The Debtor also asserts that Mills "following Kelly . . . rejected any per se rule" regarding voluntary contributions. Debtor's Brief in Support of Confirmation, at 2. This is a mischaracterization. Mills cites Kelly only in regard to the ability to pay requirement, 246 B.R. at 400, and substantial abuse, 246 B.R. at 403. Kelly is not discussed in part A(1) and (2) of the decision regarding the 401K payments and loan repayments. 246 B.R. at 401-02.
[9] The court in Mills engaged in a similar analysis of the divided case law regarding 401K loan repayments, and again chose a case by case approach over the more bright-line rule that others courts, including two circuit courts, had embraced. 246 B.R. at 402.
[10] Litigants are bound to address contrary authority. See Fed.R.Bankr.P. 9011(b)(2). That duty is heightened when some of that opposing law is from this jurisdiction, and the litigant urges its reversal or modification. DeBoer, supra.

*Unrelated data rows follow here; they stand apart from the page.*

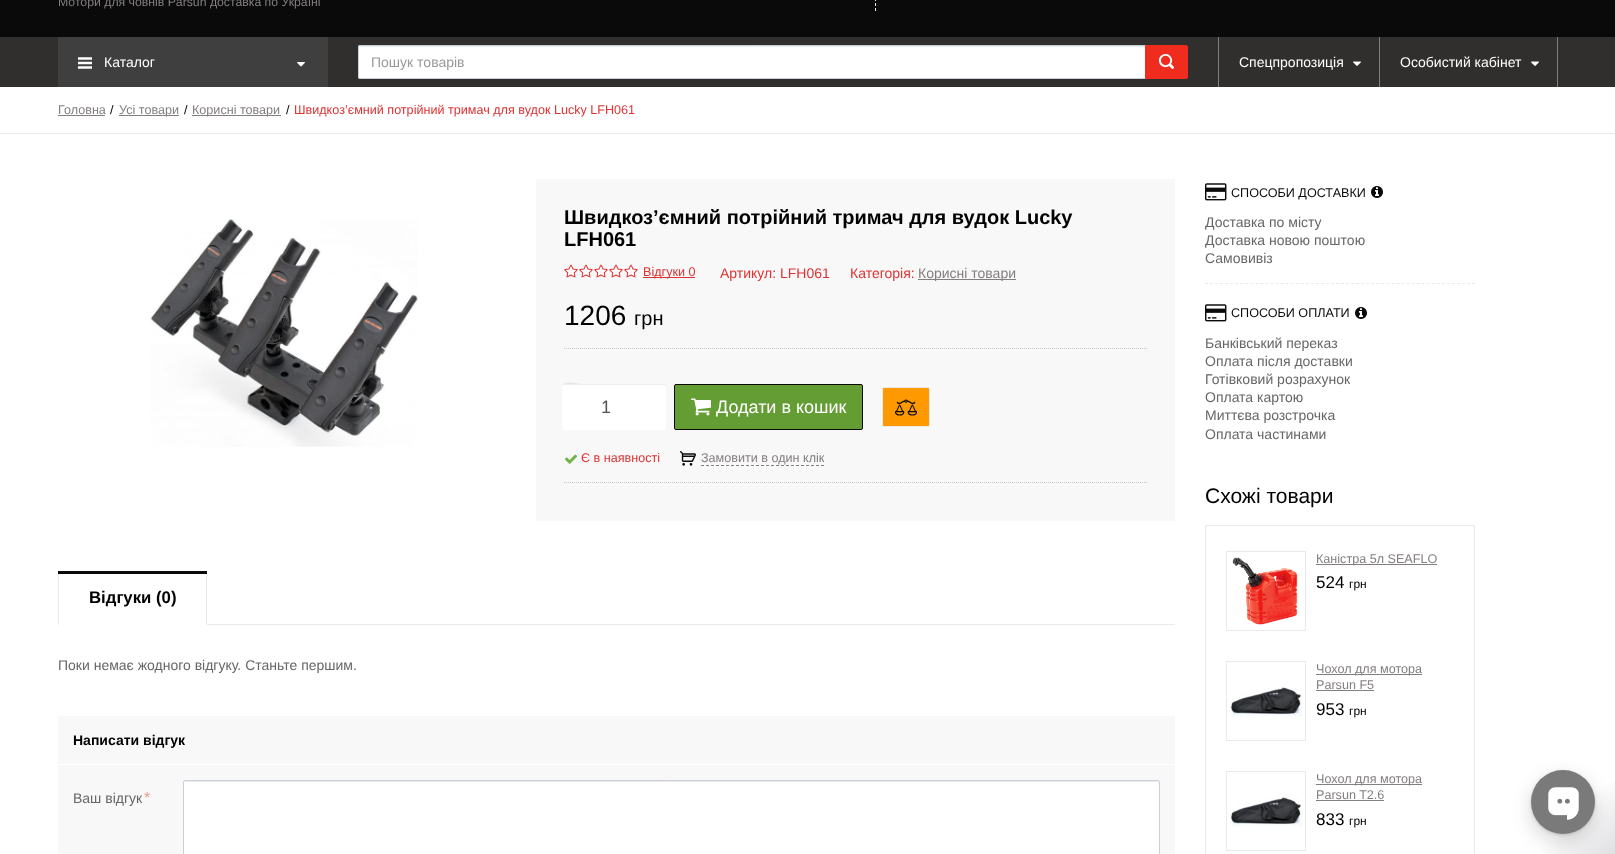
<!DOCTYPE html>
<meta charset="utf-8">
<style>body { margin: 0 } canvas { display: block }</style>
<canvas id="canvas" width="1615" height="854"></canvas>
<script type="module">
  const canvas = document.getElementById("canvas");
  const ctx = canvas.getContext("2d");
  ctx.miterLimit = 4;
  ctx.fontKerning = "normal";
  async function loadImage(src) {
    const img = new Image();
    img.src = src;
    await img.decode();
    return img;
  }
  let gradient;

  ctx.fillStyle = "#ffffff";
  ctx.fillRect(0, 0, 1615, 854);
  ctx.fillStyle = "#0a0a0a";
  ctx.fillRect(0, 0, 1615, 37);
  ctx.font = "12.25px Liberation Sans";
  ctx.fillStyle = "#847f7f";
  ctx.fillText("Мотори для човнів Parsun доставка по Україні", 58, 6);
  ctx.beginPath();
  ctx.moveTo(875.5, -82);
  ctx.lineTo(875.5, 11);
  ctx.strokeStyle = "#eaeaea";
  ctx.setLineDash([3, 2]);
  ctx.stroke();
  ctx.fillStyle = "#312e2e";
  ctx.fillRect(0, 37, 1615, 50);
  ctx.fillStyle = "#3f3f3f";
  ctx.fillRect(58, 37, 270, 50);
  ctx.drawImage(await loadImage("img1.png"), 78, 57, 14, 12);
  ctx.font = "14px Liberation Sans";
  ctx.fillStyle = "#ffffff";
  ctx.fillText("Каталог", 104, 67);
  ctx.drawImage(await loadImage("img2.png"), 297, 62, 8, 5);
  ctx.beginPath();
  ctx.roundRect(358, 45, 788, 34, [2, 0, 0, 2]);
  ctx.fill();
  ctx.fillStyle = "#ececec";
  ctx.beginPath();
  ctx.moveTo(360, 47);
  ctx.lineTo(1145, 47);
  ctx.lineTo(1145, 46);
  ctx.lineTo(360, 46);
  ctx.bezierCurveTo(359, 46, 359, 47, 359, 48);
  ctx.bezierCurveTo(359, 47, 359, 47, 360, 47);
  ctx.closePath();
  ctx.fill();
  ctx.beginPath();
  ctx.roundRect(358.5, 45.5, 787, 33, [1.5, 0, 0, 1.5]);
  ctx.strokeStyle = "#c8cfd9";
  ctx.setLineDash([]);
  ctx.stroke();
  ctx.fillStyle = "#999999";
  ctx.fillText("Пошук товарів", 371, 67);
  ctx.fillStyle = "#ef2c1e";
  ctx.beginPath();
  ctx.roundRect(1145.5, 45.5, 42, 33, [0, 1.5, 1.5, 0]);
  ctx.fill();
  ctx.strokeStyle = "#ef2c1e";
  ctx.stroke();
  ctx.drawImage(await loadImage("img3.png"), 1158, 54, 16, 15);
  ctx.fillStyle = "#827c7c";
  ctx.fillRect(1218, 37, 1, 50);
  ctx.fillStyle = "#ffffff";
  ctx.fillText("Спецпропозиція", 1239, 67);
  ctx.drawImage(await loadImage("img4.png"), 1353, 61, 8, 5);
  ctx.fillStyle = "#827c7c";
  ctx.fillRect(1557, 37, 1, 50);
  ctx.fillRect(1379, 37, 1, 50);
  ctx.fillStyle = "#ffffff";
  ctx.fillText("Особистий кабінет", 1400, 67);
  ctx.drawImage(await loadImage("img4.png"), 1531, 61, 8, 5);
  ctx.fillStyle = "#eaeaea";
  ctx.fillRect(0, 133, 1615, 1);
  ctx.font = "12.6px Liberation Sans";
  ctx.fillStyle = "#847f7f";
  ctx.fillText("Головна", 58, 114);
  ctx.fillRect(58, 115, 47, 1);
  ctx.fillStyle = "#000000";
  ctx.fillText("/", 110, 114);
  ctx.fillStyle = "#847f7f";
  ctx.fillRect(119, 115, 60, 1);
  ctx.fillText("Усі товари", 119, 114);
  ctx.fillStyle = "#000000";
  ctx.fillText("/", 184, 114);
  ctx.fillStyle = "#847f7f";
  ctx.fillRect(192, 115, 89, 1);
  ctx.fillText("Корисні товари", 192, 114);
  ctx.fillStyle = "#000000";
  ctx.fillText("/", 286, 114);
  ctx.fillStyle = "#dd3333";
  ctx.fillText("Швидкоз’ємний потрійний тримач для вудок Lucky LFH061", 294, 114);
  ctx.drawImage(await loadImage("img5.png"), 150, 219, 268, 228);
  ctx.fillStyle = "#f8f8f8";
  ctx.fillRect(536, 179, 639, 342);
  ctx.font = "bold 20px Liberation Sans";
  ctx.fillStyle = "#000000";
  ctx.fillText("Швидкоз’ємний потрійний тримач для вудок Lucky", 564, 224);
  ctx.fillText("LFH061", 564, 246);
  ctx.drawImage(await loadImage("img6.png"), 564, 264, 14, 14);
  ctx.drawImage(await loadImage("img7.png"), 579, 264, 14, 14);
  ctx.drawImage(await loadImage("img7.png"), 594, 264, 14, 14);
  ctx.drawImage(await loadImage("img7.png"), 609, 264, 14, 14);
  ctx.drawImage(await loadImage("img7.png"), 624, 264, 14, 14);
  ctx.fillStyle = "#dd3333";
  ctx.fillRect(643, 277, 52, 1);
  ctx.font = "12.6px Liberation Sans";
  ctx.fillText("Відгуки 0", 643, 276);
  ctx.font = "14px Liberation Sans";
  ctx.fillText("Артикул: LFH061", 720, 278);
  ctx.fillText("Категорія:", 850, 278);
  ctx.fillStyle = "#847f7f";
  ctx.fillRect(918, 279, 98, 1);
  ctx.fillText("Корисні товари", 918, 278);
  ctx.font = "28px Liberation Sans";
  ctx.fillStyle = "#000000";
  ctx.fillText("1206", 564, 325);
  ctx.font = "20px Liberation Sans";
  ctx.fillText("грн", 634, 325);
  ctx.beginPath();
  ctx.moveTo(564, 348.5);
  ctx.lineTo(1147, 348.5);
  ctx.strokeStyle = "#c5c5c5";
  ctx.setLineDash([1, 1]);
  ctx.stroke();
  ctx.fillStyle = "#ffffff";
  ctx.beginPath();
  ctx.roundRect(562, 384, 104, 46, 2);
  ctx.fill();
  ctx.fillStyle = "rgba(0, 0, 0, 0.07)";
  ctx.beginPath();
  ctx.moveTo(564, 385);
  ctx.lineTo(664, 385);
  ctx.bezierCurveTo(665, 385, 666, 386, 666, 387);
  ctx.bezierCurveTo(666, 386, 666, 384, 664, 384);
  ctx.lineTo(581, 384);
  ctx.bezierCurveTo(580, 384, 562, 379, 562, 387);
  ctx.bezierCurveTo(562, 386, 563, 385, 564, 385);
  ctx.closePath();
  ctx.fill();
  ctx.font = "18px Liberation Sans";
  ctx.fillStyle = "#555555";
  ctx.fillText("1", 601, 413);
  ctx.fillStyle = "#649d34";
  ctx.beginPath();
  ctx.roundRect(674.5, 384.5, 188, 45, 1.5);
  ctx.fill();
  ctx.strokeStyle = "#0a0a0a";
  ctx.setLineDash([]);
  ctx.stroke();
  ctx.drawImage(await loadImage("img8.png"), 691, 398, 20, 18);
  ctx.fillStyle = "#ffffff";
  ctx.fillText("Додати в кошик", 716, 413);
  ctx.fillStyle = "#fe9900";
  ctx.beginPath();
  ctx.roundRect(882.5, 387.5, 47, 39, 1.5);
  ctx.fill();
  ctx.strokeStyle = "#eaeaea";
  ctx.stroke();
  ctx.drawImage(await loadImage("img9.png"), 895, 399, 22, 17);
  ctx.drawImage(await loadImage("img10.png"), 565, 454, 12, 10);
  ctx.font = "12.6px Liberation Sans";
  ctx.fillStyle = "#dd3333";
  ctx.fillText("Є в наявності", 581, 462);
  ctx.drawImage(await loadImage("img11.png"), 680, 451, 16, 15);
  ctx.beginPath();
  ctx.moveTo(701, 465.5);
  ctx.lineTo(824, 465.5);
  ctx.strokeStyle = "#847f7f";
  ctx.setLineDash([3, 2]);
  ctx.stroke();
  ctx.fillStyle = "#847f7f";
  ctx.fillText("Замовити в один клік", 701, 462);
  ctx.beginPath();
  ctx.moveTo(564, 482.5);
  ctx.lineTo(1147, 482.5);
  ctx.strokeStyle = "#c5c5c5";
  ctx.setLineDash([1, 1]);
  ctx.stroke();
  ctx.fillStyle = "#eaeaea";
  ctx.fillRect(206, 571, 1, 54);
  ctx.fillStyle = "#ffffff";
  ctx.fillRect(206, 624, 1, 1);
  ctx.fillStyle = "#eaeaea";
  ctx.fillRect(58, 571, 1, 54);
  ctx.fillStyle = "#0a0a0a";
  ctx.fillRect(58, 571, 149, 3);
  ctx.font = "bold 16.75px Liberation Sans";
  ctx.fillStyle = "#000000";
  ctx.fillText("Відгуки (0)", 89, 603);
  ctx.fillStyle = "#eaeaea";
  ctx.fillRect(207, 624, 968, 1);
  ctx.font = "14px Liberation Sans";
  ctx.fillStyle = "#666666";
  ctx.fillText("Поки немає жодного відгуку. Станьте першим.", 58, 670);
  ctx.fillStyle = "#f8f8f8";
  ctx.fillRect(58, 716, 1117, 48);
  ctx.font = "bold 14px Liberation Sans";
  ctx.fillStyle = "#000000";
  ctx.fillText("Написати відгук", 73, 745);
  ctx.fillStyle = "#f8f8f8";
  ctx.fillRect(58, 765, 1117, 89);
  ctx.font = "14px Liberation Sans";
  ctx.fillStyle = "#666666";
  ctx.fillText("Ваш відгук", 73, 803);
  ctx.font = "16px Liberation Sans";
  ctx.fillStyle = "#e89b88";
  ctx.fillText("*", 144, 803);
  ctx.fillStyle = "#ffffff";
  ctx.beginPath();
  ctx.roundRect(183, 780, 977, 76, 2);
  ctx.fill();
  ctx.fillStyle = "#ececec";
  ctx.beginPath();
  ctx.moveTo(185, 781);
  ctx.lineTo(184, 782);
  ctx.lineTo(1159, 782);
  ctx.lineTo(1158, 781);
  ctx.closePath();
  ctx.fill();
  ctx.beginPath();
  ctx.roundRect(183.5, 780.5, 976, 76, 1.5);
  ctx.strokeStyle = "#c8cfd9";
  ctx.setLineDash([]);
  ctx.stroke();
  ctx.beginPath();
  ctx.moveTo(1205, 283.5);
  ctx.lineTo(1475, 283.5);
  ctx.strokeStyle = "#eaeaea";
  ctx.setLineDash([3, 2.04]);
  ctx.stroke();
  ctx.drawImage(await loadImage("img12.png"), 1205, 183, 22, 18);
  ctx.font = "12.6px Liberation Sans";
  ctx.fillStyle = "#0a0a0a";
  ctx.fillText("СПОСОБИ ДОСТАВКИ", 1231, 197);
  ctx.drawImage(await loadImage("img13.png"), 1371, 186, 12, 12);
  ctx.font = "14px Liberation Sans";
  ctx.fillStyle = "#666666";
  ctx.fillText("Доставка по місту", 1205, 227);
  ctx.fillText("Доставка новою поштою", 1205, 245);
  ctx.fillText("Самовивіз", 1205, 263);
  ctx.drawImage(await loadImage("img12.png"), 1205, 304, 22, 18);
  ctx.font = "12.6px Liberation Sans";
  ctx.fillStyle = "#0a0a0a";
  ctx.fillText("СПОСОБИ ОПЛАТИ", 1231, 317);
  ctx.drawImage(await loadImage("img13.png"), 1355, 307, 12, 12);
  ctx.font = "14px Liberation Sans";
  ctx.fillStyle = "#666666";
  ctx.fillText("Банківський переказ", 1205, 348);
  ctx.fillText("Оплата після доставки", 1205, 366);
  ctx.fillText("Готівковий розрахунок", 1205, 384);
  ctx.fillText("Оплата картою", 1205, 402);
  ctx.fillText("Миттєва розстрочка", 1205, 420);
  ctx.fillText("Оплата частинами", 1205, 439);
  ctx.font = "21px Liberation Sans";
  ctx.fillStyle = "#000000";
  ctx.fillText("Схожі товари", 1205, 503);
  ctx.setLineDash([]);
  ctx.strokeRect(1205.5, 525.5, 269, 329);
  ctx.strokeRect(1226.5, 551.5, 79, 79);
  ctx.drawImage(await loadImage("img14.png"), 1232, 557, 66, 68);
  ctx.fillStyle = "#847f7f";
  ctx.fillRect(1316, 564, 121, 1);
  ctx.font = "12.6px Liberation Sans";
  ctx.fillText("Каністра 5л SEAFLO", 1316, 563);
  ctx.font = "17px Liberation Sans";
  ctx.fillStyle = "#000000";
  ctx.fillText("524", 1316, 588);
  ctx.font = "12px Liberation Sans";
  ctx.fillText("грн", 1349, 588);
  ctx.strokeRect(1226.5, 661.5, 79, 79);
  ctx.drawImage(await loadImage("img15.png"), 1230, 687, 72, 32);
  ctx.fillStyle = "#847f7f";
  ctx.fillRect(1316, 674, 106, 1);
  ctx.font = "12.6px Liberation Sans";
  ctx.fillText("Чохол для мотора", 1316, 673);
  ctx.fillText("Parsun F5", 1316, 689);
  ctx.fillRect(1316, 690, 58, 1);
  ctx.font = "17px Liberation Sans";
  ctx.fillStyle = "#000000";
  ctx.fillText("953", 1316, 715);
  ctx.font = "12px Liberation Sans";
  ctx.fillText("грн", 1349, 715);
  ctx.strokeRect(1226.5, 771.5, 79, 79);
  ctx.drawImage(await loadImage("img16.png"), 1230, 797, 72, 32);
  ctx.fillStyle = "#847f7f";
  ctx.fillRect(1316, 784, 106, 1);
  ctx.font = "12.6px Liberation Sans";
  ctx.fillText("Чохол для мотора", 1316, 783);
  ctx.fillText("Parsun T2.6", 1316, 799);
  ctx.fillRect(1316, 800, 68, 1);
  ctx.font = "17px Liberation Sans";
  ctx.fillStyle = "#000000";
  ctx.fillText("833", 1316, 825);
  ctx.font = "12px Liberation Sans";
  ctx.fillText("грн", 1349, 825);
  gradient = ctx.createLinearGradient(1515, 754, 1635, 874);
  gradient.addColorStop(0.5, "#ffffff");
  gradient.addColorStop(1, "#cfcfd4");
  ctx.fillStyle = gradient;
  ctx.fillRect(1542, 781, 73, 73);
  ctx.fillStyle = "rgba(0, 0, 0, 0.16)";
  ctx.filter = "blur(10px)";
  ctx.beginPath();
  ctx.roundRect(1531, 778, 64, 64, 32);
  ctx.fill();
  ctx.filter = "none";
  ctx.fillStyle = "#7a7a7a";
  ctx.filter = "blur(2px)";
  ctx.beginPath();
  ctx.roundRect(1533, 773, 60, 60, 30);
  ctx.fill();
  ctx.filter = "none";
  ctx.beginPath();
  ctx.arc(1563, 802, 32, 0, Math.PI * 2);
  ctx.fill();
  ctx.drawImage(await loadImage("img17.png"), 1548, 787, 31, 33);
</script>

[11] In fact, only one decision has been located in which pension loan repayments were allowed in a chapter 13 plan in which unsecured creditors were receiving less than full payment on their claims. In re Buchferer, 216 B.R. 332, 337 (Bankr.E.D.N.Y.1997). The court in Buchferer determined that the pension loan was a secured debt; therefore unsecured creditors would not be prejudiced, as different classes of creditors may be treated differently under the plan. Id. Several courts have specifically declined to follow this decision. See, In re Padro, 252 B.R. 809, 811-12 (Bankr.M.D.Fla.2000); In re Johnson, 241 B.R. 394, 400 (Bankr.E.D.Tex.1999); In re Esquivel, 239 B.R. 146, 152 (Bankr.E.D.Mich. 1999); In re Nation, 236 B.R. 150 (Bankr. S.D.N.Y.1999); In re Gilliam, 227 B.R. 849, 851 (Bankr.S.D.Ind.1998); In re Devine, 1998 WL 386380 (Bankr.E.D.Pa.1998) at *8. See also, New York City Employees' Retirement System v. Villarie (In re Villarie), 648 F.2d 810, 812 (2d Cir. 1981).
[12] Debtor's Second Supplemental Brief, at 2.
[13] Plan payments of $315 over 36 months equals $11,340. The Trustee's fees and expenses would be approximately 10%, thus yielding $10,206.
[14] Interestingly, Mills ended up with the same ultimate result: "This debtor has not argued the existence of any circumstance which should cause this Court to conclude that his repayment of the loan is necessary for his support or maintenance. . . . On these facts, the court concludes that under § 1325(b)(2)(A), the proposed repayment to the 401(k) plan is not reasonably necessary." 246 B.R. at 402-03 (citation and emphasis omitted).